Intervention de Jean-Pierre Gorges

Réunion du 16 octobre 2014 à 10h00
Commission d'enquête relative à l'impact sociétal, social, économique et financier de la réduction progressive du temps de travail

Photo issue du site de l'Assemblée nationale ou de WikipediaJean-Pierre Gorges :

Nous avions eu l'occasion de nous rencontrer à l'époque de notre évaluation de l'article 1er de la loi en faveur du travail, de l'emploi et du pouvoir d'achat, dite « TEPA » ; je connais donc bien vos analyses et vos modèles, mais j'apprécie moins que vous vous définissiez comme keynésien : cela nuit à l'objectivité de vos analyses qui, comme vient de l'observer M. Robiliard, sont diamétralement opposées à d'autres que nous avons pu entendre. M. Jospin soutenait ainsi, me semble-t-il, que la croissance était restée faible entre 1997 et 2002.

Vous vous êtes cantonné à une période limitée, mais le but de notre commission d'enquête devrait être plutôt de mesurer l'impact des 35 heures jusqu'en 2014, car nous parlons de cycles longs. De fait, il est évident qu'une réduction du temps de travail crée spontanément des emplois : avez-vous d'ailleurs fait tourner vos modèles sur une hypothèse qui serait par exemple aujourd'hui de 32 heures ?

Le temps de travail, vous l'avez rappelé, diminue depuis 1919 ; François Mitterrand avait prévu de le ramener à 35 heures, pour en rester finalement à 39 heures après le tournant de 1983 ; mais des ajustements étaient possibles puisque l'euro n'existait pas. Cette diminution du temps de travail fut d'ailleurs couplée, en 1981, avec la retraite à soixante ans. Au plan sociologique, n'y a-t-il pas une contradiction entre, d'une part, la réduction du temps de travail et, de l'autre, l'allongement de la durée de la vie et l'avènement d'une économie de marché au détriment d'une économie de production ?

Au reste, le temps de travail importe moins que son coût : ce qui pose problème, ce sont les 35 heures payées 39, nonobstant les compensations dont vous avez parlé.
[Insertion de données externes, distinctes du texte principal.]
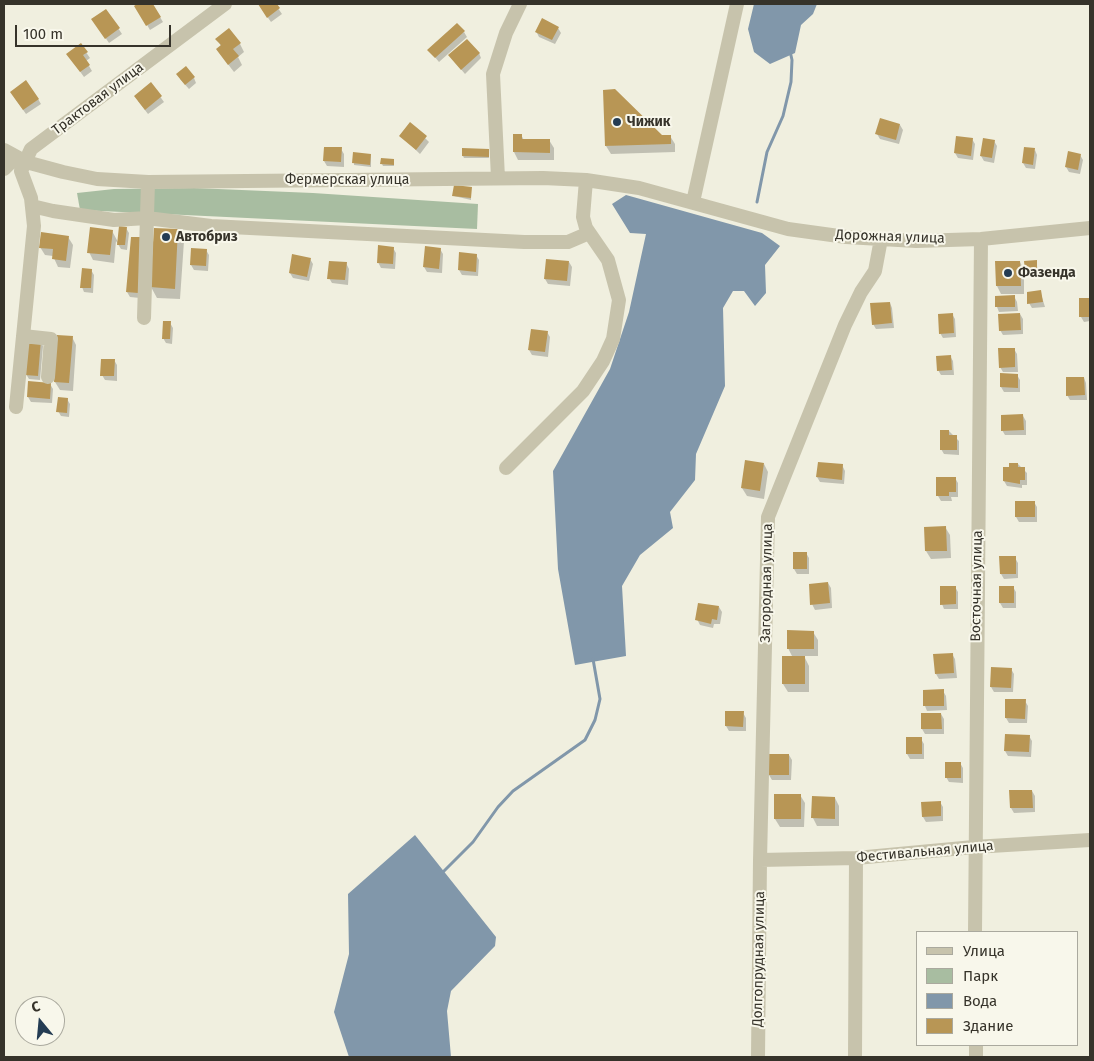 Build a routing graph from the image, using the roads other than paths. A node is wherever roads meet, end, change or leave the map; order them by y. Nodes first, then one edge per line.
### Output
1 (225, 4) edge
2 (520, 4) edge
3 (737, 4) edge
4 (15, 156) edge
5 (4, 169) edge
6 (498, 178) junction
7 (586, 180) junction
8 (148, 182) junction
9 (693, 202) junction
10 (32, 206) junction
11 (147, 218) junction
12 (1090, 228) edge
13 (589, 233) junction
14 (881, 239) junction
15 (981, 239) junction
16 (144, 318) dead end
17 (23, 336) junction
18 (48, 377) dead end
19 (16, 406) dead end
20 (506, 468) dead end
21 (1090, 840) edge
22 (974, 847) junction
23 (856, 858) junction
24 (760, 860) junction
25 (975, 931) edge
26 (758, 1057) edge
27 (855, 1057) edge

1 - 4 street, Трактовая улица
2 - 6 street
3 - 9 street
4 - 5 street, Трактовая улица
4 - 8 street, Фермерская улица
4 - 10 street
6 - 7 street, Фермерская улица
6 - 8 street, Фермерская улица
7 - 9 street, Фермерская улица
7 - 13 street
8 - 11 street
9 - 14 street, Дорожная улица
10 - 11 street
10 - 17 street
11 - 13 street
11 - 16 street
12 - 15 street, Дорожная улица
13 - 20 street
14 - 15 street, Дорожная улица
14 - 24 street, Загородная улица
15 - 22 street, Восточная улица
17 - 18 street
17 - 19 street
21 - 22 street, Фестивальная улица
22 - 23 street, Фестивальная улица
22 - 25 street, Восточная улица
23 - 24 street, Фестивальная улица
23 - 27 street
24 - 26 street, Долгопрудная улица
Le commerce extérieur de la France se fait à 70 % dans la zone euro : avant 2002, on pouvait jouer sur les dévaluations compétitives. C'est à ce moment-là que nos courbes commencent à diverger avec celles de l'Allemagne : la balance commerciale, excédentaire de 160 milliards d'euros outre-Rhin, est déficitaire de 60 milliards en France. Pourriez-vous donc nous en dire plus sur l'impact de l'euro ? Certains agitent l'idée d'une sortie de la monnaie unique à des fins politiques, oubliant les conséquences d'une telle décision sur notre dette.

M. Larrouturou plaide pour la réduction du temps de travail, mais il faut bien que les effets s'atténuent à partir d'un certain seuil ; sinon, il suffirait de partager indéfiniment le volume du travail pour annuler le chômage. Keynes a ses limites : l'équation libérale me semble plus complexe.